La France fait beaucoup d'efforts, effectivement. Nous avons voté une loi de programmation militaire l'été dernier, pour la période 2024-2030. C'est 400 milliards d'euros soit plus de 2% du PIB. D'autres États membres font des efforts aussi conséquents, suite à l'agression de la Russie en Ukraine mais ils sont parfois très en retard. De notre côté, nous devons nous préparer, malheureusement, à ce qu'il y ait des agressions comme on le voit aujourd'hui.

Le Président de la République, Emmanuel Macron, n'exclut pas l’idée d’envoyer des troupes armées sur le front Ukrainien. Qu’en pensez-vous ?

Je crois que nous n'en sommes pas là. Pour l'instant, ce dont ont besoin les forces ukrainiennes, ce sont des munitions. Des munitions qui tardent à arriver, des munitions qui favorisent l'avancée des troupes russes dans le Donbass et on le voit tous les jours, malheureusement, les ukrainiens ont beaucoup de mal à la fois à résister mais aussi à percer les lignes russes. La priorité c'est la fourniture des munitions !

Un mot sur les élections Européennes du 9 juin prochain. Pour les jeunes générations, l’argument d’une Europe de la Paix semblait très éloigné. Que leur dites vous aujourd’hui ?

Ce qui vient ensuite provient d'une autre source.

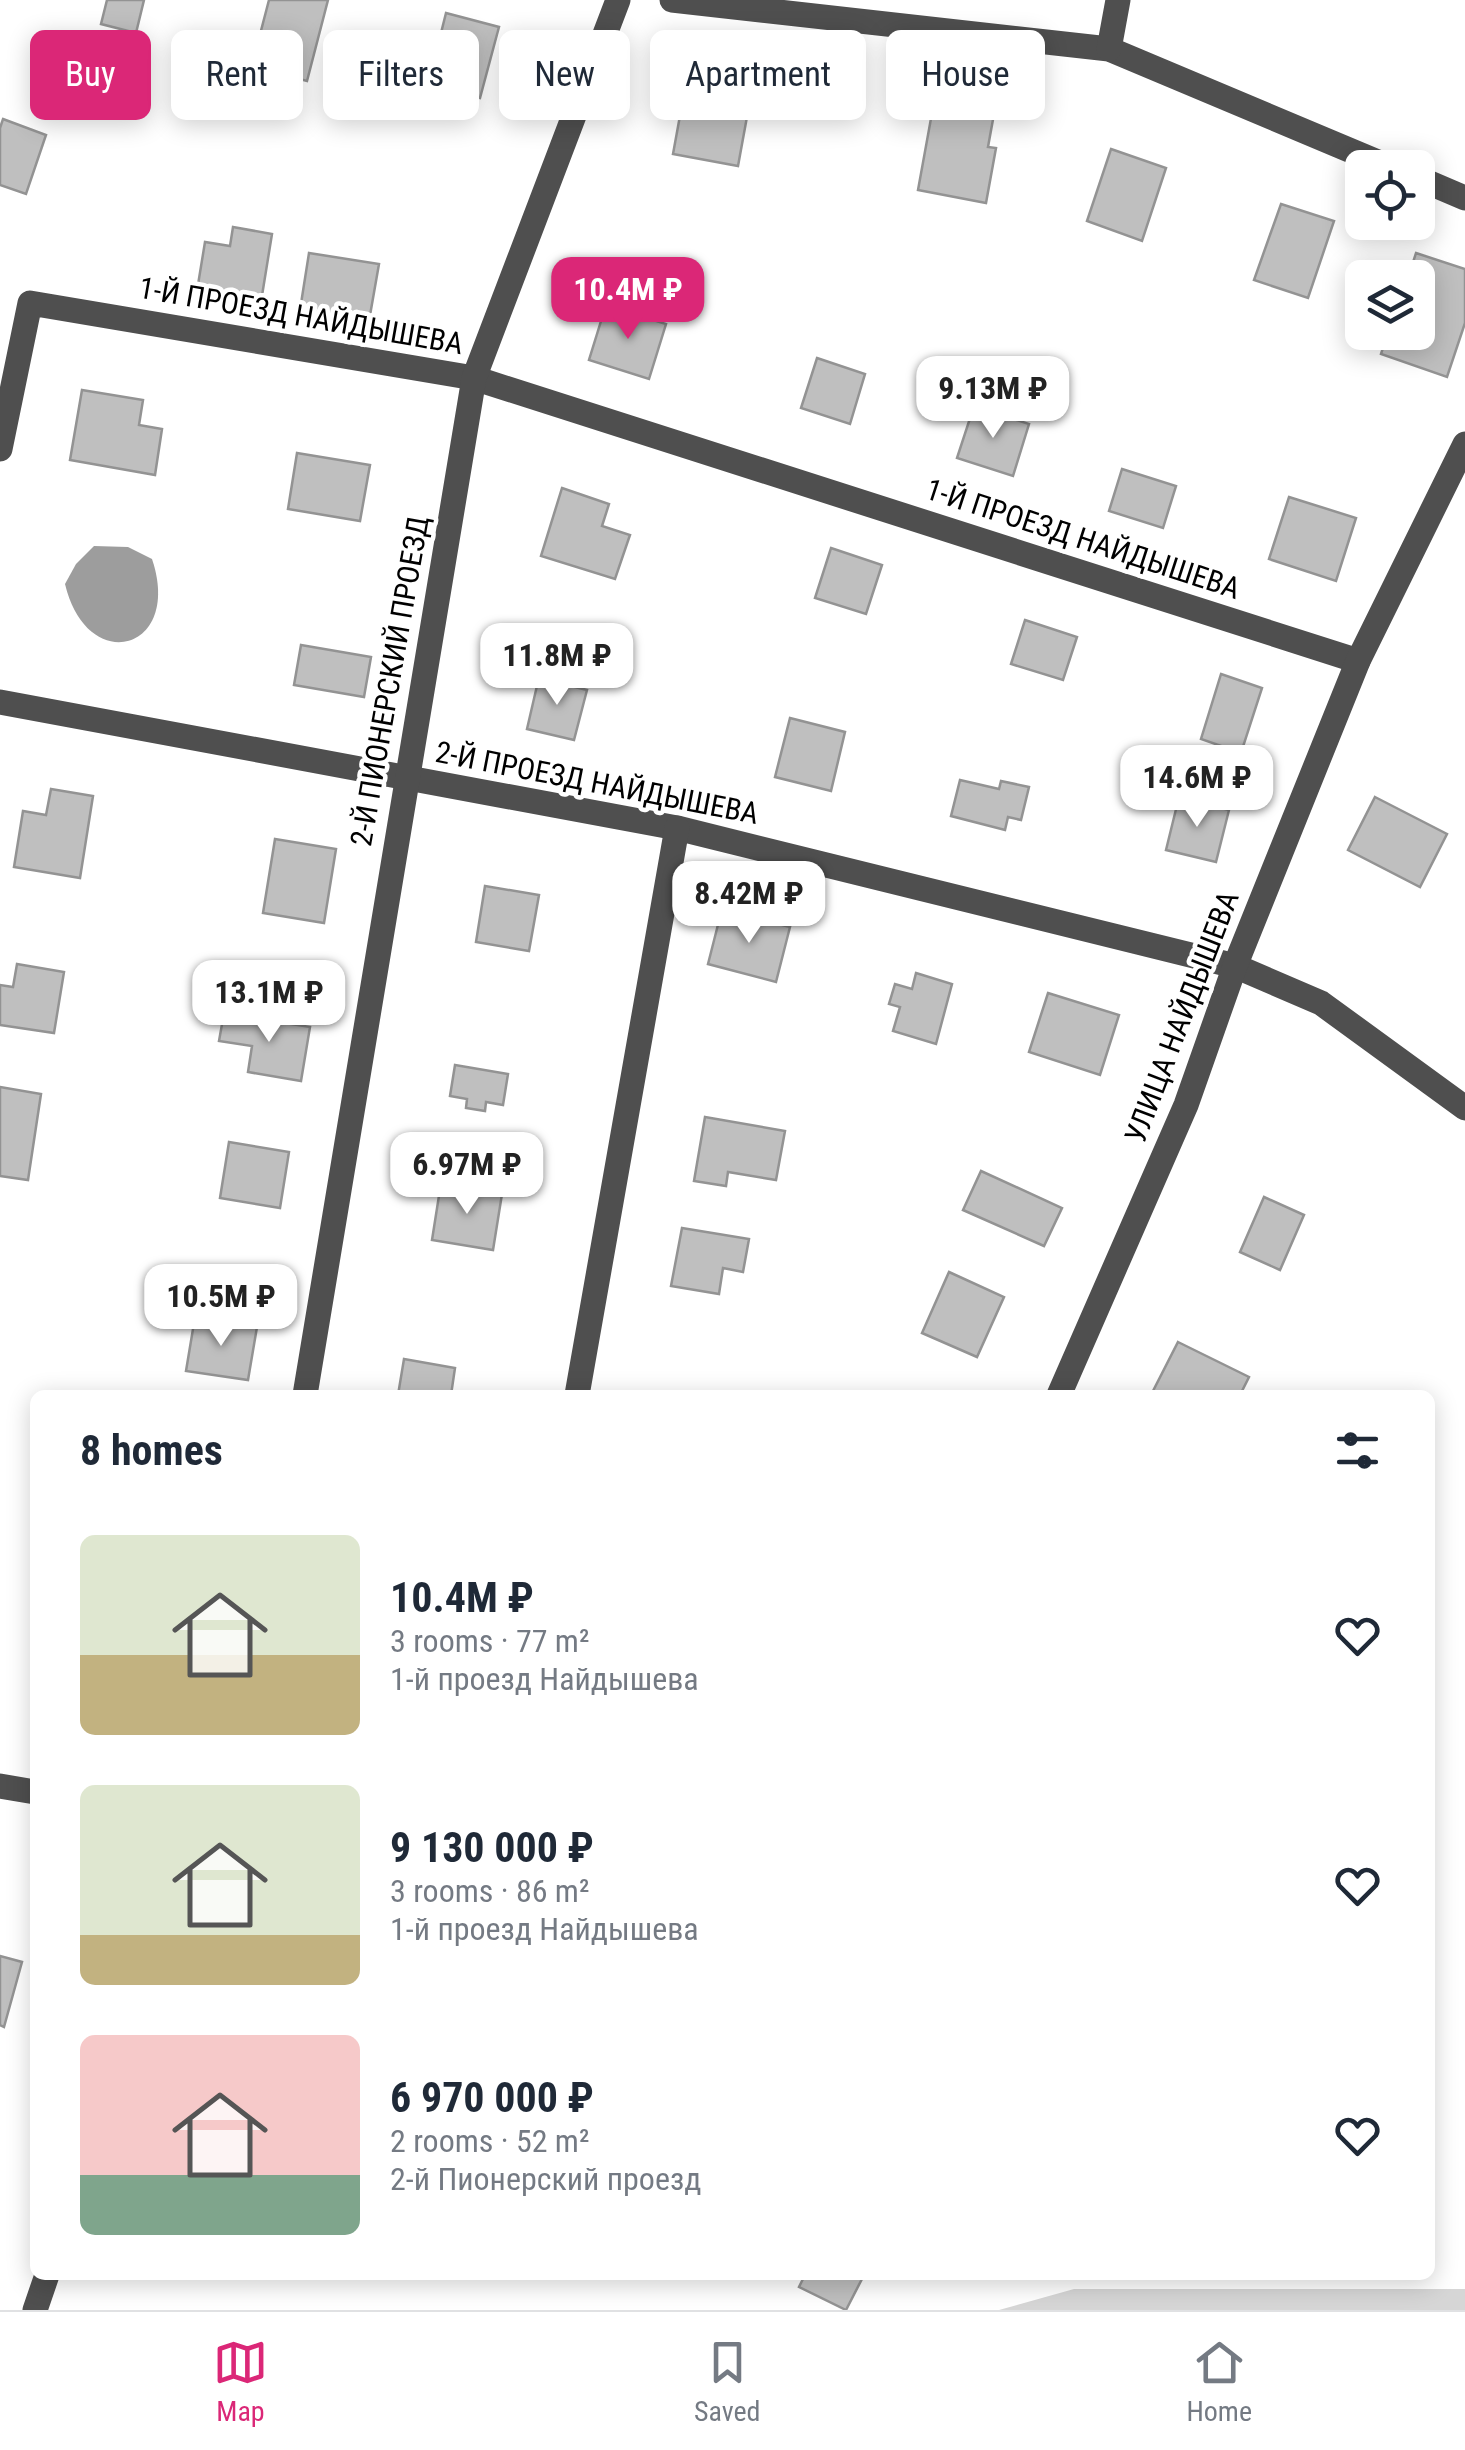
<!DOCTYPE html>
<html lang="en">
<head>
<meta charset="utf-8">
<style>
	:root { --surface:#fff; --page:#f2f2f3; --text:#1f2937; --muted:#747a83; --line:#e0e1e3; --accent:#db2777 }
	body { margin:0; font-family:"Roboto Condensed",sans-serif; background:var(--page); color:var(--text); height:100vh; display:flex; flex-direction:column; font-size:38px; white-space:nowrap }
	* { box-sizing:border-box; margin:0 }
	p { font-size:32px; color:var(--muted) }
	.icon { flex:none; width:55px; height:55px; fill:none; stroke:currentColor; stroke-width:2; stroke-linecap:round; stroke-linejoin:round }
	.map { position:relative; flex:1; overflow:hidden }
	.details { position:absolute; left:30px; top:1390px; width:1405px; height:890px; display:flex; flex-direction:column; background:var(--surface); border-radius:15px; box-shadow:0 5px 25px #0003 }
	.details>* { flex:none }
	.hud { position:absolute; left:30px; top:30px; width:1405px; height:90px; display:flex; gap:20px }
	.fabs { position:absolute; left:1345px; top:150px; display:grid; gap:20px }
	.fabs a { display:grid; place-items:center; width:90px; height:90px; border-radius:15px; background:var(--surface); box-shadow:0 5px 25px #0003; font-size:50px }
	.price { position:absolute; translate:-50% -85px; padding:0 22px; border-radius:20px; background:#fff; color:#222; font-size:32px; line-height:65px; filter:drop-shadow(0 2px 5px #0008) }
	.price::after { content:''; position:absolute; left:50%; top:60px; width:30px; height:22px; margin-left:-15px; background:inherit; clip-path:polygon(0 0,100% 0,50% 100%) }
	.price.current { background:var(--accent); color:#fff }
	ul { padding:0; list-style:none }
	li { display:flex; align-items:center; gap:30px; height:250px; padding:0 50px }
	li span { display:grid; place-items:center; flex:none; width:280px; height:200px; border-radius:15px; color:#555 }
	li>.icon { margin-inline-start:auto }
	span .icon { width:120px; height:120px; fill:#fffc; stroke-width:1 }
	li b { font-size:42px }
	h2 { display:flex; justify-content:space-between; align-items:center; height:120px; padding:0 50px; font-size:42px }
	.chip { padding:0 35px; border-radius:15px; background:var(--surface); box-shadow:0 5px 25px #0003; font-size:35px; line-height:90px }
	.chip.current { background:var(--accent); color:#fff }
	.tabs { display:flex; justify-content:space-around; align-items:center; height:140px; border-top:2px solid var(--line); background:var(--surface); font-size:28px; color:var(--muted) }
	.tabs a { display:grid; justify-items:center; gap:5px }
	.tabs .current { color:var(--accent) }
	.map>svg:first-child { display:block }
</style>
</head>
<body>
<div class="map">
<svg width="1465" height="2310" viewBox="0 0 1465 2310">
	<rect width="100%" height="100%" fill="#fff"/>
	<path fill="#d6d6d6" d="M1074,2289H1465V2310H999Z"/>
	<path fill="#9d9d9d" d="M94,546L128,547L152,559C183,651 87,677 65,584L76,564Z"/>
	<g fill="#bfbfbf" stroke="#939393" stroke-width="2.5">
		<path d="M107,0H144L136,33L101,24Z"/>
		<path d="M269,0H328L307,81L231,61L236,41L257,46Z"/>
		<path d="M446,13L499,27L480,98L428,85Z"/>
		<path d="M690,61L755,73L738,166L673,154Z"/>
		<path d="M934,102L994,114L988,147L996,148L986,203L918,190Z"/>
		<path d="M3,119L46,135L26,194L0,185V128Z"/>
		<path d="M1111,149L1166,168L1142,241L1087,221Z"/>
		<path d="M1281,204L1334,221L1308,298L1254,280Z"/>
		<path d="M233,227L272,234L260,308L196,297L205,242L230,246Z"/>
		<path d="M309,253L379,264L369,321L300,310Z"/>
		<path d="M1416,253L1465,269V323L1447,377L1381,354L1388,332H1418V278H1408Z"/>
		<path d="M606,305L666,324L649,379L589,360Z"/>
		<path d="M817,358L865,374L850,424L801,408Z"/>
		<path d="M82,390L143,400L139,425L162,429L155,475L70,460Z"/>
		<path d="M974,406L1029,424L1013,476L957,458Z"/>
		<path d="M297,453L370,465L360,521L288,509Z"/>
		<path d="M1122,469L1176,486L1163,528L1109,511Z"/>
		<path d="M562,488L609,504L602,526L630,535L615,579L541,556Z"/>
		<path d="M1289,497L1356,518L1336,581L1269,559Z"/>
		<path d="M831,548L882,565L866,614L815,598Z"/>
		<path d="M1025,620L1077,637L1063,680L1011,664Z"/>
		<path d="M301,645L371,657L364,697L294,685Z"/>
		<path d="M1221,674L1262,688L1241,753L1201,739Z"/>
		<path d="M559,675L573,678L571,686L587,690L574,740L527,729L539,677L557,682Z"/>
		<path d="M790,718L845,732L831,791L775,777Z"/>
		<path d="M960,780L999,789L1001,781L1029,787L1021,820L1008,817L1005,830L951,816Z"/>
		<path d="M51,789L93,796L80,878L14,867L23,811L46,815Z"/>
		<path d="M1179,797L1229,810L1216,862L1166,850Z"/>
		<path d="M1375,797L1447,834L1420,887L1348,850Z"/>
		<path d="M275,839L336,849L324,923L263,913Z"/>
		<path d="M485,886L539,895L529,951L476,942Z"/>
		<path d="M722,909L790,927L776,982L708,964Z"/>
		<path d="M17,964L64,972L54,1033L0,1025V985L13,987Z"/>
		<path d="M916,973L952,984L936,1044L893,1031L900,1007L889,1004L895,984L912,989Z"/>
		<path d="M1048,993L1119,1015L1100,1075L1029,1052Z"/>
		<path d="M224,1013L310,1027L301,1081L248,1072L252,1046L219,1041Z"/>
		<path d="M455,1065L508,1074L503,1105L486,1102L485,1111L466,1108L467,1099L450,1096Z"/>
		<path d="M0,1087L41,1094L28,1180L0,1176Z"/>
		<path d="M705,1117L785,1131L776,1180L728,1172L726,1186L694,1181Z"/>
		<path d="M229,1142L289,1152L280,1208L220,1198Z"/>
		<path d="M981,1171L1062,1208L1044,1246L963,1210Z"/>
		<path d="M441,1183L502,1194L493,1250L432,1240Z"/>
		<path d="M1264,1197L1304,1215L1280,1270L1240,1252Z"/>
		<path d="M682,1228L749,1239L743,1272L723,1268L719,1294L671,1286Z"/>
		<path d="M949,1272L1004,1297L977,1357L922,1333Z"/>
		<path d="M195,1317L257,1327L248,1380L186,1371Z"/>
		<path d="M1178,1342L1249,1377L1240,1395H1160L1153,1391Z"/>
		<path d="M404,1359L455,1368L451,1395H398Z"/>
		<path d="M0,1956L22,1962L4,2027L0,2025Z"/>
		<path d="M805,2275H864L846,2310L799,2287Z"/>
	</g>
	<g fill="none" stroke-linecap="round" stroke-linejoin="round">
		<g stroke="#4f4f4f" stroke-width="25">
			<path d="M672,0L1109,49L1392,168"/>
			<path d="M1109,49L1118,0"/>
			<path d="M1418,178L1465,198"/>
			<path d="M0,449L30,303L474,378L1358,661"/>
			<path d="M0,702L677,828L1235,966L1321,1003L1465,1108"/>
			<path d="M305,1395L474,378L618,0"/>
			<path d="M577,1395L677,828"/>
			<path d="M1059,1395L1186,1105L1235,966L1358,661L1465,444"/>
			<path d="M0,1786L35,1792"/>
			<path d="M35,2310L47,2275"/>
		</g>
	</g>
	<g text-anchor="middle" stroke-width="9" stroke-linejoin="round" paint-order="stroke">
		<g font-size="30" fill="#000" stroke="#fff">
			<text transform="translate(301 316) rotate(10)" y="10">1-Й ПРОЕЗД НАЙДЫШЕВА</text>
			<text transform="translate(1083 539) rotate(18)" y="10">1-Й ПРОЕЗД НАЙДЫШЕВА</text>
			<text transform="translate(390 681) rotate(-80)" y="10">2-Й ПИОНЕРСКИЙ ПРОЕЗД</text>
			<text transform="translate(597 783) rotate(11)" y="10">2-Й ПРОЕЗД НАЙДЫШЕВА</text>
			<text transform="translate(1182 1017) rotate(-69)" y="10">УЛИЦА НАЙДЫШЕВА</text>
		</g>
	</g>
</svg>
<div class="fabs">
<a><svg class="icon" aria-label="locate" viewBox="0 0 24 24"><circle cx="12" cy="12" r="6"/><path d="M12 2v4M12 18v4M2 12h4M18 12h4"/></svg></a>
<a><svg class="icon" aria-label="layers" viewBox="0 0 24 24"><path d="M12 4l9 5-9 5-9-5zM3 14l9 5 9-5"/></svg></a>
</div>
<b class="price current" style="left:628px;top:342px">10.4M ₽</b>
<b class="price" style="left:993px;top:441px">9.13M ₽</b>
<b class="price" style="left:557px;top:708px">11.8M ₽</b>
<b class="price" style="left:1197px;top:830px">14.6M ₽</b>
<b class="price" style="left:749px;top:946px">8.42M ₽</b>
<b class="price" style="left:269px;top:1045px">13.1M ₽</b>
<b class="price" style="left:467px;top:1217px">6.97M ₽</b>
<b class="price" style="left:221px;top:1349px">10.5M ₽</b>
<div class="hud">
<a class="chip current">Buy</a>
<a class="chip">Rent</a>
<a class="chip">Filters</a>
<a class="chip">New</a>
<a class="chip">Apartment</a>
<a class="chip">House</a>
</div>
<section class="details">
<h2>8 homes<svg class="icon" aria-label="filters" viewBox="0 0 24 24"><path d="M4 7h16M4 17h16"/><circle cx="9" cy="7" r="2"/><circle cx="15" cy="17" r="2"/></svg></h2>
<ul>
<li><span style="background:linear-gradient(#dfe7d0 60%,#c2b280 0)"><svg class="icon" aria-label="home" viewBox="0 0 24 24"><path d="M3 11l9-7 9 7M6 9v11h12V9"/></svg></span><div><b>10.4M ₽</b><p>3 rooms · 77 m²</p><p>1-й проезд Найдышева</p></div><svg class="icon" aria-label="heart" viewBox="0 0 24 24"><path d="M12 20l-8-8c-3-5 5-10 8-4 3-6 11-1 8 4z"/></svg></li>
<li><span style="background:linear-gradient(#dfe7d0 75%,#c2b280 0)"><svg class="icon" aria-label="home" viewBox="0 0 24 24"><path d="M3 11l9-7 9 7M6 9v11h12V9"/></svg></span><div><b>9 130 000 ₽</b><p>3 rooms · 86 m²</p><p>1-й проезд Найдышева</p></div><svg class="icon" aria-label="heart" viewBox="0 0 24 24"><path d="M12 20l-8-8c-3-5 5-10 8-4 3-6 11-1 8 4z"/></svg></li>
<li><span style="background:linear-gradient(#f6c9c9 70%,#7fa58c 0)"><svg class="icon" aria-label="home" viewBox="0 0 24 24"><path d="M3 11l9-7 9 7M6 9v11h12V9"/></svg></span><div><b>6 970 000 ₽</b><p>2 rooms · 52 m²</p><p>2-й Пионерский проезд</p></div><svg class="icon" aria-label="heart" viewBox="0 0 24 24"><path d="M12 20l-8-8c-3-5 5-10 8-4 3-6 11-1 8 4z"/></svg></li>
</ul>
</section>
</div>
<nav class="tabs">
<a class="current"><svg class="icon" aria-label="map" viewBox="0 0 24 24"><path d="M3 6l6-2 6 2 6-2v14l-6 2-6-2-6 2zM9 4v14M15 6v14"/></svg>Map</a>
<a><svg class="icon" aria-label="saved" viewBox="0 0 24 24"><path d="M7 4h10v16l-5-4-5 4z"/></svg>Saved</a>
<a><svg class="icon" aria-label="home" viewBox="0 0 24 24"><path d="M3 11l9-7 9 7M6 9v11h12V9"/></svg>Home</a>
</nav>
</body>
</html>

La Paix est fragile ! On le voit malheureusement avec ce qui se passe sur l'ensemble de la planète. Et l'Europe c'est la Paix, c'est la sécurité sur le continent, c'est la sécurité pour nos territoires. Et aujourd’hui nous avons besoin d’Europe. Et cela nécessairement par un vote qui marque l’adhésion de nos concitoyens à un projet d’une Europe unie.